Sunday, January 5, 2014

1659









The Battle of the Lines of Elvas was fought on 14 January 1659, in Elvas, between Portugal and Spain. It ended in a decisive Portuguese victory.

By coincidence 1659 is the exact lines of code that I removed from the iCE source code while reworking its move generators. The move generation code belongs to the oldest modules in iCE. It was created for version 0.1 several years ago. I was not slow or buggy but my coding style changed over time and it did not fit really in anymore. 
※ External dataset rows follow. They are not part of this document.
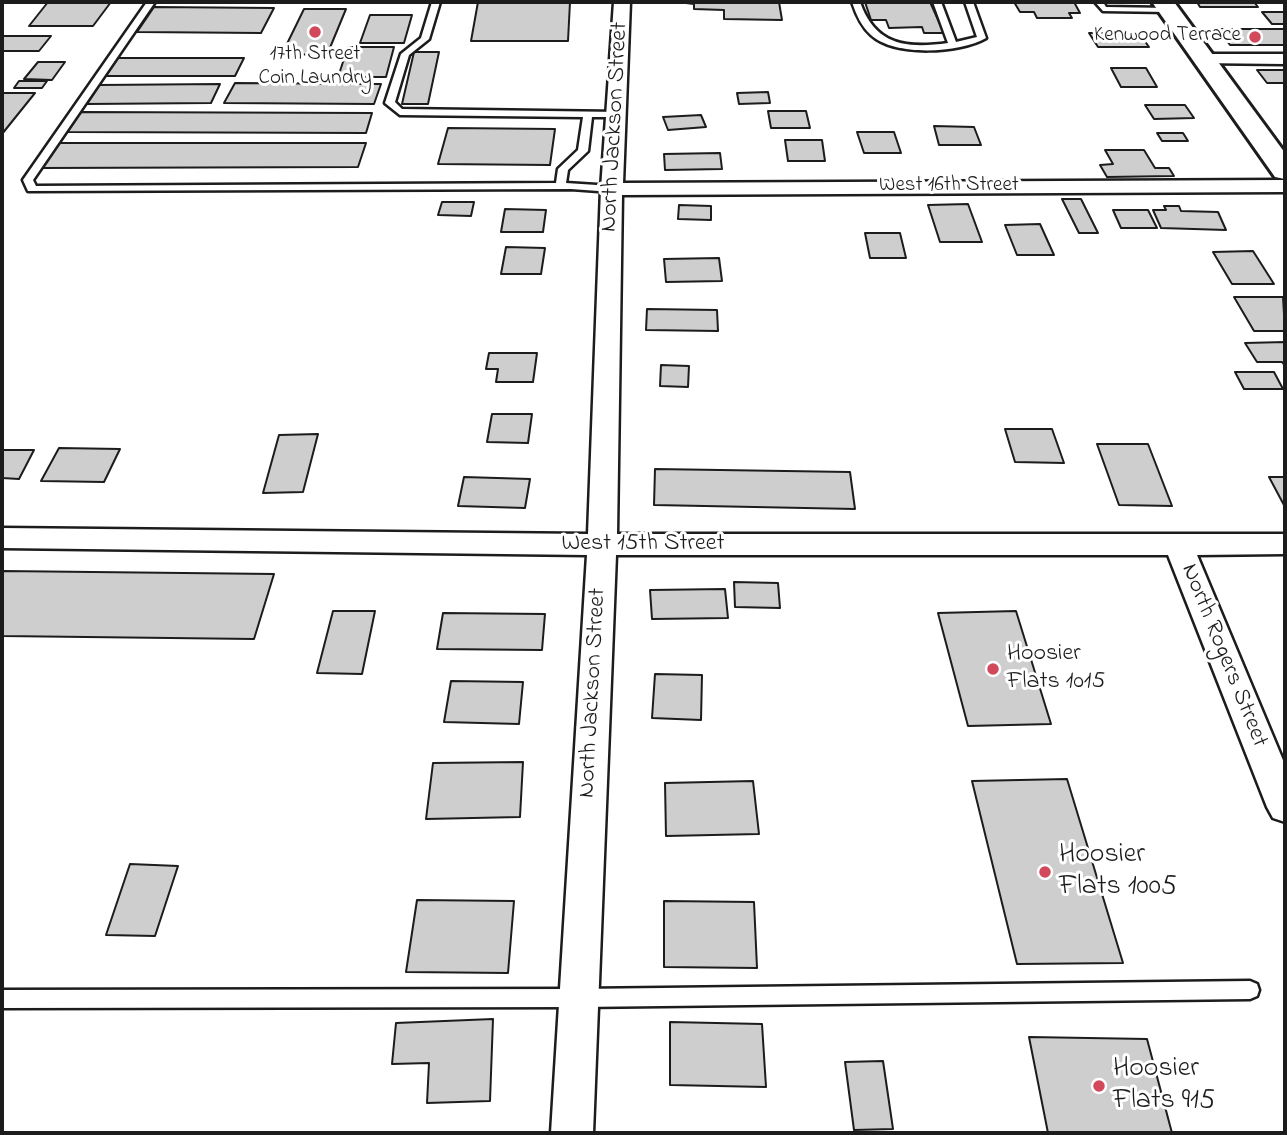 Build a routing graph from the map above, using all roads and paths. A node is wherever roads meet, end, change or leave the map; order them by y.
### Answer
1 (151, 2) edge
2 (436, 2) edge
3 (622, 2) edge
4 (856, 2) edge
5 (937, 2) edge
6 (969, 2) edge
7 (1099, 2) edge
8 (1166, 6) edge
9 (953, 46) junction
10 (1203, 59) junction
11 (1285, 59) edge
12 (602, 114) junction
13 (1285, 171) edge
14 (561, 186) junction
15 (1285, 186) edge
16 (612, 189) junction
17 (2, 538) edge
18 (1178, 544) junction
19 (1285, 544) edge
20 (602, 545) junction
21 (1285, 807) edge
22 (1250, 990) dead end
23 (579, 998) junction
24 (2, 999) edge
25 (572, 1133) edge

1 - 14 lane
2 - 12 lane
3 - 12 street, North Jackson Street
4 - 9 lane
5 - 9 lane
6 - 9 lane
7 - 8 lane
8 - 10 street
10 - 11 street
10 - 13 street
12 - 14 lane
12 - 16 street, North Jackson Street
14 - 16 lane
15 - 16 street, West 16th Street
16 - 20 street, North Jackson Street
17 - 20 street, West 15th Street
18 - 19 street, West 15th Street
18 - 20 street, West 15th Street
18 - 21 street, North Rogers Street
20 - 23 street, North Jackson Street
22 - 23 lane
23 - 24 lane
23 - 25 street, North Jackson Street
iCE has several move generators for quiet moves, tactical moves and check evasions. The all followed the scheme

if (sideToMove == WHITE)
{
    // generate white moves
} else
{
    // do something similar for black
}

This is not really elegant.

Fortunately C++ provides function templates that solve that really nice. It required some code rework including the definition of some new data types. But overall the code now looks much nicer.
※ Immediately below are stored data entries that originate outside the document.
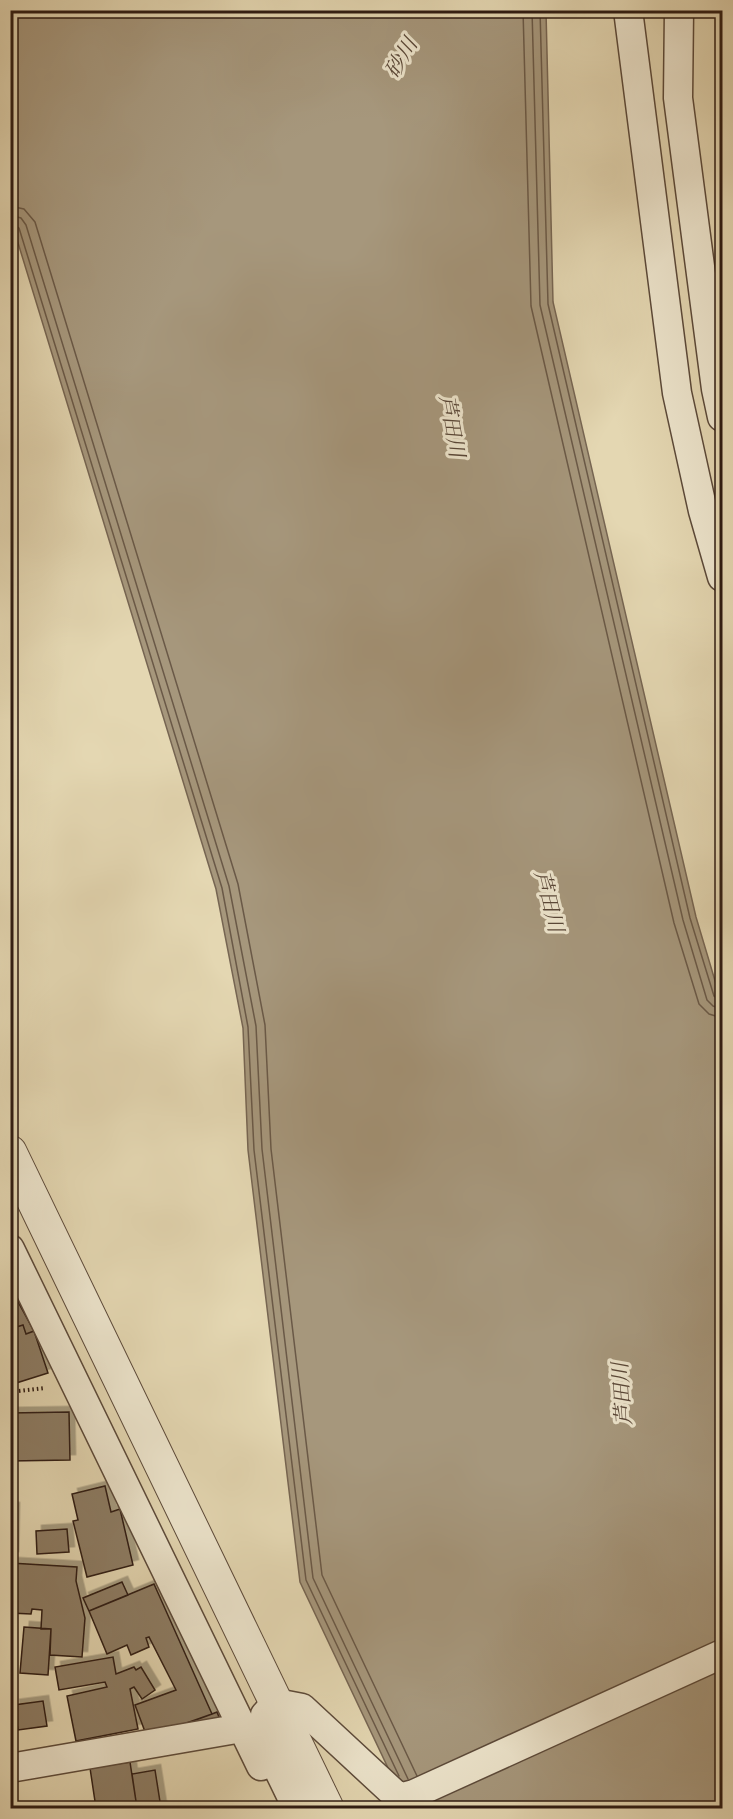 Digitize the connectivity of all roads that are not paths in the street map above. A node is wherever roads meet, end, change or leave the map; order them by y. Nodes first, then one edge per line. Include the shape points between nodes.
1 (628, 10) edge
2 (679, 10) edge
3 (723, 417) edge
4 (723, 577) edge
5 (10, 1152) edge
6 (10, 1249) edge
7 (723, 1654) edge
8 (276, 1703) junction
9 (242, 1728) junction
10 (10, 1768) edge
11 (282, 1809) edge
12 (297, 1809) edge
13 (327, 1809) edge

1 - 4 street via 677,393 703,511
2 - 3 street via 678,98 716,389
5 - 8 street
6 - 9 street
7 - 8 street via 399,1798 302,1708
8 - 12 street via 265,1715 264,1740
8 - 13 street
9 - 10 street
9 - 11 street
As far as I could measure there was no impact on speed and of course the new move generators pass the perft unit test again.

iCE 2.0 v1352 x32 [2014.1.5]
perft        Nodes    Time
  1             20    0 sec
  2            400    0 sec
  3          8.902    0 sec
  4        197.281    0.015 sec
  5      4.865.609    0.109 sec
  6    119.060.324    2.699 sec
 

Perft 1 - 6 executed in 2.823 sec  (43.96 Mnps)

position fen 8/2p5/3p4/KP5r/1R3p1k/8/4P1P1/8 w - -
perft        Nodes    Time
  1             14    0 sec
  2            191    0 sec
  3          2.812    0.015 sec
  4         43.238    0 sec
  5        674.624    0.047 sec
  6     11.030.083    0.312 sec
  7    178.633.661    4.867 sec


Perft 1 - 7 executed in 5.241 sec  (36.32 Mnps)


Thursday, January 2, 2014

A bit of New Years cleanup

I'm planning to do spend some time on my move ordering schema, again. So far iCE is not using  a history heuristic scheme. It only relies on the hash table move and the killer moves.


 
For this I have to change my internal move representation a bit so I get a few more bits to store the history score. So far I have 7 bits to hold a move ordering score, which allows values from 0 to 127.




My TMove looks like this

/**********************************************************************
*  A Move is stored as a compact 32bit integer
*     off    bits   name           description
*      0      4     movedPiece     the id of the moved Piece
*      4      6     fromSq         the start square of the move   
*     10      6     toSq           the target square of the move
*     16      4     capturedPiece  which piece is captured
*     20      4     promoteTo      which piece do we promote To
*     24      1     enPassent      this move is an en Passent Capture
*                                  this influences the square where the
*                                  piece is captured
*     25      7     order          an ordering score for move ordering
*                                  range 0 .. 127
***********************************************************************/  


This includes some redundancy. The piece we promote to is stored in 4 bits because the actual piece type is directly stored here. In reality I can only promote to a knight, bishop, rook or queen. The color of the promoted piece is the same a from the moved pawn.  So I only need to code 4 states which require 2 bits

This means with some conversion work I can save 2 bits here, which I can reassign to the ordering value.

I changed and debugged my code and now I'm ready for some more move ordering exercises.